Chegada e saída Sport

"Eu era presidente da Federação - após passar pelo Auxiliadora -, então chegou uma oportunidade de trabalho com o Sport em 2005. Havia um projeto de entrar no campeonato nacional com o feminino. Trouxemos meninas do campeonato paulista e completamos o time com outras de Pernambuco, foi quando renunciei na federação. Estreamos com um terceiro lugar e, após dois anos em quarto lugar, acabamos em uma sexta posição, tive um desentendimento com o então presidente do Sport, Sílvio Guimarães, e deixei o clube em 2009".

"Fui convocado na saída dele para retomar, só que não queria mais ter um time adulto, meu objetivo era ter um colégio de basquete. Em 2011, fizemos esse projeto de montar um time, sem desmontar outros times e repatriar jogadoras que querem vir ao Brasil.
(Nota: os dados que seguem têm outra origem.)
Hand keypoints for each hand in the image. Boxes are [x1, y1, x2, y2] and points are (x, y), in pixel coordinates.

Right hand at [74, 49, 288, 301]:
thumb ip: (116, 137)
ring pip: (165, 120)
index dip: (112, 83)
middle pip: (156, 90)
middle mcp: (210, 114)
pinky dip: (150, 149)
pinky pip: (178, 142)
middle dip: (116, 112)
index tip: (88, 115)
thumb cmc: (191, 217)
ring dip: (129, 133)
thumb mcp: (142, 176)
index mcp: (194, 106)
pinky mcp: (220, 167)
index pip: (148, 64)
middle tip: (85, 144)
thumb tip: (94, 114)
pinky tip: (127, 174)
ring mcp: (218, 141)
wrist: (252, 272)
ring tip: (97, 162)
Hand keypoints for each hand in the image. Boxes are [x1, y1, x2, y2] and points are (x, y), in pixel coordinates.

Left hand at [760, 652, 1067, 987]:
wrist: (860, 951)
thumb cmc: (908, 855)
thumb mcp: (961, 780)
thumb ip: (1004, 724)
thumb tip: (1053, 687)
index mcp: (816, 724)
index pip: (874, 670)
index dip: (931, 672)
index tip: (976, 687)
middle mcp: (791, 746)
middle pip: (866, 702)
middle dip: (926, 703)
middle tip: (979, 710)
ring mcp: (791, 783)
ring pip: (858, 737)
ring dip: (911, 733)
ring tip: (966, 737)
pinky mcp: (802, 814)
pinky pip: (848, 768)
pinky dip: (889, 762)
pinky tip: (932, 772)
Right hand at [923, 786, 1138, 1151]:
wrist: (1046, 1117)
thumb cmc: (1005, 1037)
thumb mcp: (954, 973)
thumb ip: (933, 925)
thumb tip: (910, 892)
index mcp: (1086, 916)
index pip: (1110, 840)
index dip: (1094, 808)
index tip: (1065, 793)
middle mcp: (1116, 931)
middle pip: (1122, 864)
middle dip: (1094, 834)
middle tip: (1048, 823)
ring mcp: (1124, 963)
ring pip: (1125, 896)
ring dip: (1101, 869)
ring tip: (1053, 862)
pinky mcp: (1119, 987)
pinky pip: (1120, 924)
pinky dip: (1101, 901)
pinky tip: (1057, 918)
Trouxemos Adrianinha, Palmira, Érica, somando com atletas do Estado. Nos consagramos campeões. Aí aconteceu tudo depois e saímos, não gosto de falar no assunto porque fiquei magoado".
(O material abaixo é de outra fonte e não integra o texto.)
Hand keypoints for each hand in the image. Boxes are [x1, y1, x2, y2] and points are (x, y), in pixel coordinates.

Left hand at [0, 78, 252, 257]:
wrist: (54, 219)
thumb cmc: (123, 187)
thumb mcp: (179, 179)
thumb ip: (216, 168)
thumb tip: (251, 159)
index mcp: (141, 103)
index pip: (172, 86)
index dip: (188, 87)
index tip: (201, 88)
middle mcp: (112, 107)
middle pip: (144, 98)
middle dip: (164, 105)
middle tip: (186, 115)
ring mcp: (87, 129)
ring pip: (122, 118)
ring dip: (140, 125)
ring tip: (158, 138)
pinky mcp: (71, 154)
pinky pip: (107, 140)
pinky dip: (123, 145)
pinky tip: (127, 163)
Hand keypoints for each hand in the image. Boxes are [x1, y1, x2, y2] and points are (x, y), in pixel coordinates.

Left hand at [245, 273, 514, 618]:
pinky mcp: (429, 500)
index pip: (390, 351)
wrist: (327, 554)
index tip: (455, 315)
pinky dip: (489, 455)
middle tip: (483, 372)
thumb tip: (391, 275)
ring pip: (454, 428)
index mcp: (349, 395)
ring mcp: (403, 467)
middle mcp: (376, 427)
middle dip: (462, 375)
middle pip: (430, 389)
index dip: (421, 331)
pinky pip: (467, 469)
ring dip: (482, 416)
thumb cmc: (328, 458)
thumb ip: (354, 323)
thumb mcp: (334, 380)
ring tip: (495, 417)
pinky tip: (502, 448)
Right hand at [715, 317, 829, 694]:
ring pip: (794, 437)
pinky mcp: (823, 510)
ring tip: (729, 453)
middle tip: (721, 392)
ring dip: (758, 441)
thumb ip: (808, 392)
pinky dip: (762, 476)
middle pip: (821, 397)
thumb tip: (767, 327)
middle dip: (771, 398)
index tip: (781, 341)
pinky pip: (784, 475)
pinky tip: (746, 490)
"Aos poucos, a UNINASSAU começou a se instaurar como nossa maior patrocinadora. Ficamos com o América, mas não podíamos tirar certidões. Nosso projeto cestinha ficou impossibilitado e acabamos nos tornando apenas UNINASSAU".

Primeiro centro

"Em maio de 2012, nos juntamos em um restaurante com um projeto nas mãos e todos toparam. Na vinda de Érica tivemos uma parceria com a WNBA, que foi onde tudo mudou. A gente ia para Atlanta, passávamos semanas em intercâmbios. Os técnicos americanos nos abriram as portas, foi o que nos deu a ideia de montar o centro esportivo. Foi assim que cheguei ao Salesiano, que tinha um espaço inutilizado e nós investimos. Montamos toda uma estrutura suficiente para atender o profissionalismo que esperávamos".

Relação com as atletas do 'paizão' Roberto

"Eu não sou um técnico rígido demais, mas também não sou mãe. Elas dizem que sou o pai que dá a bronca na hora certa. Se eu tenho um minuto de tempo técnico, gasto 20 segundos com esporro e os outros 40 são de instrução. Elas sentem a cobrança e já sabem o que fazer quando sair de lá. Procuro sempre me corrigir. Os primeiros erros que busco em um vt são os meus. Tenho uma frustração que é não ter uma pernambucana em meu elenco, mas não quero colocar alguém só por ser daqui, mas ter alguém daqui que entre no grupo".

"Eu brinco que quando se trabalha com o feminino você passa direto do purgatório para o céu. Basta uma atleta estar em um dia ruim e brigar que acaba com um treino. Eu já sei quando elas não estão bem, porque vivo atento nelas. Em compensação, elas são bem mais disciplinadas que os homens. Tenho cara de bravo, chato, mas com elas eu mudo. Aqui dentro eu sou o Roberto, o primeiro a descontrair em um treino monótono".

Quem é o Dornelas

Na hora de falar sobre inspirações e perfil, o treinador do UNINASSAU Basquete preferiu utilizar três treinadores com quem trabalhou. Segundo Dornelas, hoje o que o define como profissional, são os aprendizados deixados pelos amigos. Amor pelo esporte, estudo e busca pela perfeição e a organização são lições que Roberto leva consigo na bagagem.

João Damásio - "Ele me ensinou a amar o basquete. Minha mãe dizia que ele era meu pai. Foi meu primeiro treinador e virou meu colega de trabalho. Me emociono quando falo dele. Era um cara espetacular, nunca encontrei alguém que não gostasse dele".

Artur Pimentel - "Inovador. Foi técnico a frente de seu tempo. Se hoje fui tido como o cara da marcação pressão, ele já o fazia antes. O treino dele era intenso. Considero o melhor técnico da história do basquete de Pernambuco até hoje".

Roberto Brasileiro - "Não tem nada a ver com basquete, mas Roberto Brasileiro foi meu coordenador e grande incentivador da minha organização. Ele me ensinou a escrever, anotar e utilizar dados e bem o tempo, por isso dedico minha carreira a essas três pessoas".